§ **Task objective**
Whenever a line of the records below contains the word "lineWidth", copy that line.

═══ Dataset entries ═══

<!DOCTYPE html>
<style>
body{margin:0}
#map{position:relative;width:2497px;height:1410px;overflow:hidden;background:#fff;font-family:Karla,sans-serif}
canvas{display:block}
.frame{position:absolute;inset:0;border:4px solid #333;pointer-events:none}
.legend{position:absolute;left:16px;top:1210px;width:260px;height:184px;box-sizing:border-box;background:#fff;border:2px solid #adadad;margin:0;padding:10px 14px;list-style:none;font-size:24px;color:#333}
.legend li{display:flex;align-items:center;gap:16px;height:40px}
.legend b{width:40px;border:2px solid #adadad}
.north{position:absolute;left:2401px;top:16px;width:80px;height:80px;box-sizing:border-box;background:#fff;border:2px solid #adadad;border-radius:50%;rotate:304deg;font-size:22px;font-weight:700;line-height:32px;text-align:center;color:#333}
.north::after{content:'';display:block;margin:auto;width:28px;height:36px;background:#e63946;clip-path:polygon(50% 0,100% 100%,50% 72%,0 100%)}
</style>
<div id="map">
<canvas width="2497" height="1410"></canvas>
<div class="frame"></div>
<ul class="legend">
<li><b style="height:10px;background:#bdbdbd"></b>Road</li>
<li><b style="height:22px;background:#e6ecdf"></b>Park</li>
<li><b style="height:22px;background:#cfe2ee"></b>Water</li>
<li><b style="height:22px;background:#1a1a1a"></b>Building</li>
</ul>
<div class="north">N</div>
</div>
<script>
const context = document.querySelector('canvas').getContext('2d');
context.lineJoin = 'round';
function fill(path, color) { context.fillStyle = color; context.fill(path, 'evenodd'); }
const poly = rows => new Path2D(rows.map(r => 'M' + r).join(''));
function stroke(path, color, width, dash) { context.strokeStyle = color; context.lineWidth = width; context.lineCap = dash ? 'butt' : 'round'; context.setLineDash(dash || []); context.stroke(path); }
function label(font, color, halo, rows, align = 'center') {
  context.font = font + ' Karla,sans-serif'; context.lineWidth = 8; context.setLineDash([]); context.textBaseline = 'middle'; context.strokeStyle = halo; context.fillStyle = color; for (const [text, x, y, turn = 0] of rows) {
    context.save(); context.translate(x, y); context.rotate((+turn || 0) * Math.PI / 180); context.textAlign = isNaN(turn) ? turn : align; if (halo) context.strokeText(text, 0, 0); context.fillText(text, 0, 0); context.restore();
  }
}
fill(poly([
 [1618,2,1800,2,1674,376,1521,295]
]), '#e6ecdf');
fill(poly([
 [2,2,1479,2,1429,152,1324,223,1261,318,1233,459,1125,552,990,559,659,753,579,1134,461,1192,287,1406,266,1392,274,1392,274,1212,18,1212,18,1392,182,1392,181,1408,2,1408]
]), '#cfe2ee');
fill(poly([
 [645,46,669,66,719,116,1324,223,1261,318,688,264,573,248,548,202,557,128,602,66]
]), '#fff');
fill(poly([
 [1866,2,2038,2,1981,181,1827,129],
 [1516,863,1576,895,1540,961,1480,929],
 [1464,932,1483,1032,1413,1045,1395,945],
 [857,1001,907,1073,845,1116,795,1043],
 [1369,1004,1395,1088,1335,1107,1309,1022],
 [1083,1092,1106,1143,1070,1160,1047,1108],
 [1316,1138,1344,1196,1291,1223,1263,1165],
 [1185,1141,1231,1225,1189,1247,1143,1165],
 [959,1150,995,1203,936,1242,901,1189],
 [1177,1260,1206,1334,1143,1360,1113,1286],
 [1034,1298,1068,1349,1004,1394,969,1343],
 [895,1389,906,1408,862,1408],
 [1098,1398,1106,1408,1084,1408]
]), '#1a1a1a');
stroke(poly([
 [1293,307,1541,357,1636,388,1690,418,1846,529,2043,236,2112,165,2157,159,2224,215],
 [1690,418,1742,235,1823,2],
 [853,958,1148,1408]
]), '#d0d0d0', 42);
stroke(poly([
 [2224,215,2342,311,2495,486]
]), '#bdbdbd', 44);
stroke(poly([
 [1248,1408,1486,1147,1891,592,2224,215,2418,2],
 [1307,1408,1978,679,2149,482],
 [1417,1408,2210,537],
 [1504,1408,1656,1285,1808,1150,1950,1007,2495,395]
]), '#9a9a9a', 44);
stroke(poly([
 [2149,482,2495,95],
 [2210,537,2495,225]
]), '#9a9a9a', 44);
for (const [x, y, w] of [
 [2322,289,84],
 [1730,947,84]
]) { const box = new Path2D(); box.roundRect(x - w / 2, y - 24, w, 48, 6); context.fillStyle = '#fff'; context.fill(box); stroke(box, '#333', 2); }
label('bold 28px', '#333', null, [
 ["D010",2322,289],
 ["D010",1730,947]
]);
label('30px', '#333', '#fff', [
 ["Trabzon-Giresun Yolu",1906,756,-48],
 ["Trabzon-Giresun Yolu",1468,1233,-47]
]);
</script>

═══

§ **Written response**
function stroke(path, color, width, dash) { context.strokeStyle = color; context.lineWidth = width; context.lineCap = dash ? 'butt' : 'round'; context.setLineDash(dash || []); context.stroke(path); }
  context.font = font + ' Karla,sans-serif'; context.lineWidth = 8; context.setLineDash([]); context.textBaseline = 'middle'; context.strokeStyle = halo; context.fillStyle = color; for (const [text, x, y, turn = 0] of rows) {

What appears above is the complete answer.